The Hadaka Matsuri! Let’s get naked! – Week 10
The Hadaka Matsuri is a Japanese festival in which participants wear only a Japanese loincloth (fundoshi), sometimes with a short coat and rarely fully naked.
The Hadaka Matsuri dates back 500years when worshipers battled for paper talismans called Go-o thrown by the priest. As those who had the talisman had good things happening in their life, the popularity of the Go-o has increased. However, as paper was easily torn, the talismans were changed to the wooden ofuda that we know today.
If you wish to know more about The Hadaka Matsuri festival, please follow the link Hadaka Matsuri
The story linked to the blog article Hadaka Matsuri – Naked Festival begins with the author asking how you would feel to participate in a festival almost naked during one of the coldest days in Japan. She also mentions that participants keep themselves warm by drinking sake to please the goods and purify their body, jump up and down and sing “Washoi” non-stop for hours at a time.

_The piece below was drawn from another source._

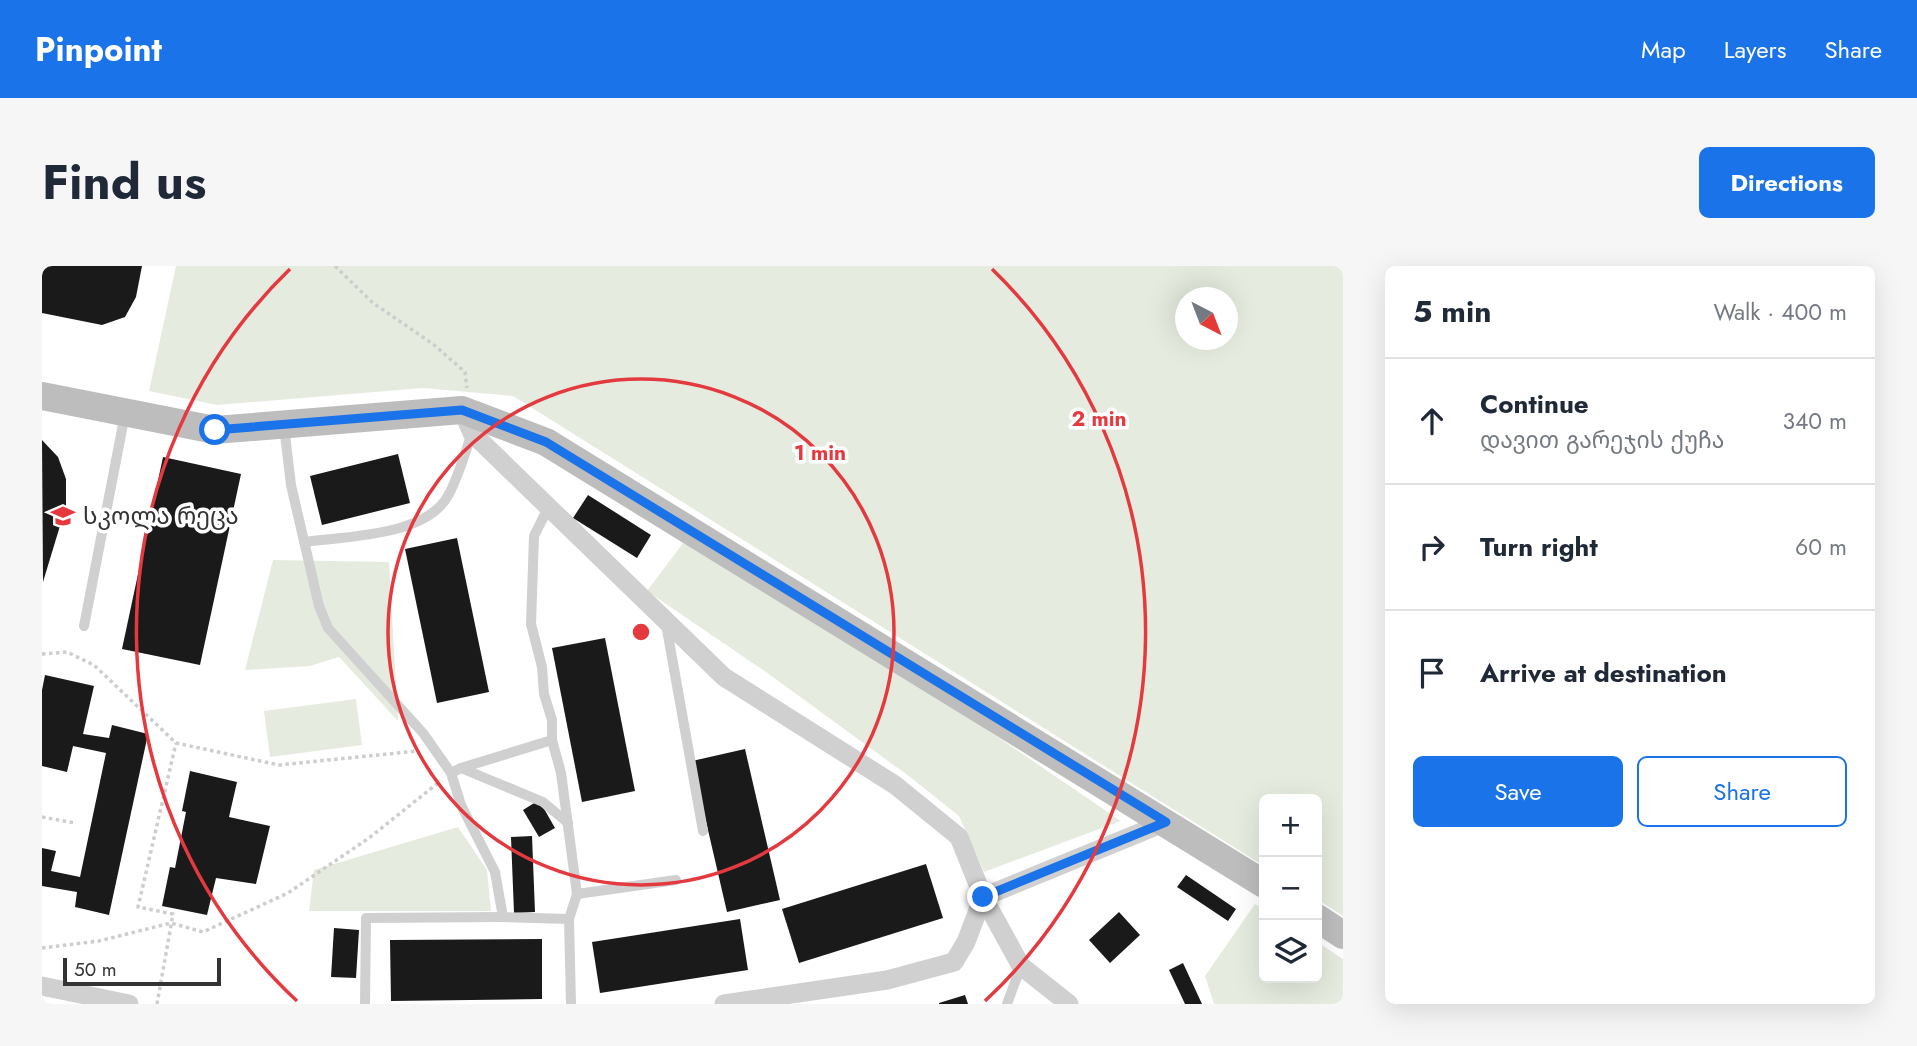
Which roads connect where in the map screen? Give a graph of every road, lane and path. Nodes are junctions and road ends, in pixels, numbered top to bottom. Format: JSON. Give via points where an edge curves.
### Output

The author describes how the event starts; after several groups of man run around few blocks until steam begins to come out of their bodies, which means they are warm enough to proceed, the group leader throws them cold water in order to purify them even more.
Furthermore the author explains that at exactly midnight, these groups meet at a main holy place for the highlight of the event. Two pieces of wood called shingi are thrown from the inside of the temple and the person who catches it will have a fortunate year.
The author ends the article giving a language tip; Hadaka ni narimashou! Let’s get naked!
I found this article very engaging. The method used by the author to describe the festival is very fun, which makes the article easy and interesting to read.
At the beginning of the article there are different links which guides its readers to other world festivals’ web pages.
At the bottom of the article there is a section containing extra information regarding dates, location and further information related to the festival. Furthermore in this section there is a link which guides readers to a guidebook store in order to motivate them to purchase the book from which the article’s information was extracted from.
Another feature of the article is its linkage with other websites such as Tweeter, Google and Facebook.
The only negative opinion I have in relation to the article is the lack of pictures, which would help to make it even more engaging, but in overall I particularly enjoyed it.